Produce a character-for-character copy of the data below.

......

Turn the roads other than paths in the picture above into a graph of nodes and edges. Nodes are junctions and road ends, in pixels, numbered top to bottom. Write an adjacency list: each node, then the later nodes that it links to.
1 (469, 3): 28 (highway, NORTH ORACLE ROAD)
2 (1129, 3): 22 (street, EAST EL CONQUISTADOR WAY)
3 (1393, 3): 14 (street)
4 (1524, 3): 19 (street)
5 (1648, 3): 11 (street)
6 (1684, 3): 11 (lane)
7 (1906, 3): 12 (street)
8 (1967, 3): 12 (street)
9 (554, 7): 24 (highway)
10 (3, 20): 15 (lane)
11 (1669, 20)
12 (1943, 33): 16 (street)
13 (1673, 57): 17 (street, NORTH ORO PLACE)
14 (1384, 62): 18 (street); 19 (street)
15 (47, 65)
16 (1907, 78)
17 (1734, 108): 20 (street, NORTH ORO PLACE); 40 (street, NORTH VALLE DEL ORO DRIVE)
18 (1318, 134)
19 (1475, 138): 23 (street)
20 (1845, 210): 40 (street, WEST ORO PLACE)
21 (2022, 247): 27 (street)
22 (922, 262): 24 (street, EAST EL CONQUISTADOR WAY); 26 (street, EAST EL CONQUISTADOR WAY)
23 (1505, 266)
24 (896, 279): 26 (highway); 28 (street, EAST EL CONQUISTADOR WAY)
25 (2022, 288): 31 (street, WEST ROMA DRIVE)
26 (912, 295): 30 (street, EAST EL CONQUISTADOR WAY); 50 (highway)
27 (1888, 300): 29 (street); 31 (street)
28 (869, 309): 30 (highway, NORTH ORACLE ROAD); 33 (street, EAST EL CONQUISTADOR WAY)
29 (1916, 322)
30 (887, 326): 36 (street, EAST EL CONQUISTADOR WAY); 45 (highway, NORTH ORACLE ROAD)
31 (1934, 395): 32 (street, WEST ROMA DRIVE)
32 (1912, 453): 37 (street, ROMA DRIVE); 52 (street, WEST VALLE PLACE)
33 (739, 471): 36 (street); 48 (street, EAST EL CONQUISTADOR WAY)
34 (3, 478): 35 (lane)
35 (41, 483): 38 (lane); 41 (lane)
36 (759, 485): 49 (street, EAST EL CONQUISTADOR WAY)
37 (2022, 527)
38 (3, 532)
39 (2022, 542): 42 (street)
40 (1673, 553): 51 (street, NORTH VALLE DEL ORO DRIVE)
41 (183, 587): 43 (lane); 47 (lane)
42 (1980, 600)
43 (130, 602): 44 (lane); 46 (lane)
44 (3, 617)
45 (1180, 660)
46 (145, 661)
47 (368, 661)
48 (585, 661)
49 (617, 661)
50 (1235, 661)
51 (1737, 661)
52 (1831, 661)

......

▶ **Written reply**:
Turn the roads other than paths in the picture above into a graph of nodes and edges. Nodes are junctions and road ends, in pixels, numbered top to bottom. Write an adjacency list: each node, then the later nodes that it links to.
1 (469, 3): 28 (highway, NORTH ORACLE ROAD)
2 (1129, 3): 22 (street, EAST EL CONQUISTADOR WAY)
3 (1393, 3): 14 (street)
4 (1524, 3): 19 (street)
5 (1648, 3): 11 (street)
6 (1684, 3): 11 (lane)
7 (1906, 3): 12 (street)
8 (1967, 3): 12 (street)
9 (554, 7): 24 (highway)
10 (3, 20): 15 (lane)
11 (1669, 20)
12 (1943, 33): 16 (street)
13 (1673, 57): 17 (street, NORTH ORO PLACE)
14 (1384, 62): 18 (street); 19 (street)
15 (47, 65)
16 (1907, 78)
17 (1734, 108): 20 (street, NORTH ORO PLACE); 40 (street, NORTH VALLE DEL ORO DRIVE)
18 (1318, 134)
19 (1475, 138): 23 (street)
20 (1845, 210): 40 (street, WEST ORO PLACE)
21 (2022, 247): 27 (street)
22 (922, 262): 24 (street, EAST EL CONQUISTADOR WAY); 26 (street, EAST EL CONQUISTADOR WAY)
23 (1505, 266)
24 (896, 279): 26 (highway); 28 (street, EAST EL CONQUISTADOR WAY)
25 (2022, 288): 31 (street, WEST ROMA DRIVE)
26 (912, 295): 30 (street, EAST EL CONQUISTADOR WAY); 50 (highway)
27 (1888, 300): 29 (street); 31 (street)
28 (869, 309): 30 (highway, NORTH ORACLE ROAD); 33 (street, EAST EL CONQUISTADOR WAY)
29 (1916, 322)
30 (887, 326): 36 (street, EAST EL CONQUISTADOR WAY); 45 (highway, NORTH ORACLE ROAD)
31 (1934, 395): 32 (street, WEST ROMA DRIVE)
32 (1912, 453): 37 (street, ROMA DRIVE); 52 (street, WEST VALLE PLACE)
33 (739, 471): 36 (street); 48 (street, EAST EL CONQUISTADOR WAY)
34 (3, 478): 35 (lane)
35 (41, 483): 38 (lane); 41 (lane)
36 (759, 485): 49 (street, EAST EL CONQUISTADOR WAY)
37 (2022, 527)
38 (3, 532)
39 (2022, 542): 42 (street)
40 (1673, 553): 51 (street, NORTH VALLE DEL ORO DRIVE)
41 (183, 587): 43 (lane); 47 (lane)
42 (1980, 600)
43 (130, 602): 44 (lane); 46 (lane)
44 (3, 617)
45 (1180, 660)
46 (145, 661)
47 (368, 661)
48 (585, 661)
49 (617, 661)
50 (1235, 661)
51 (1737, 661)
52 (1831, 661)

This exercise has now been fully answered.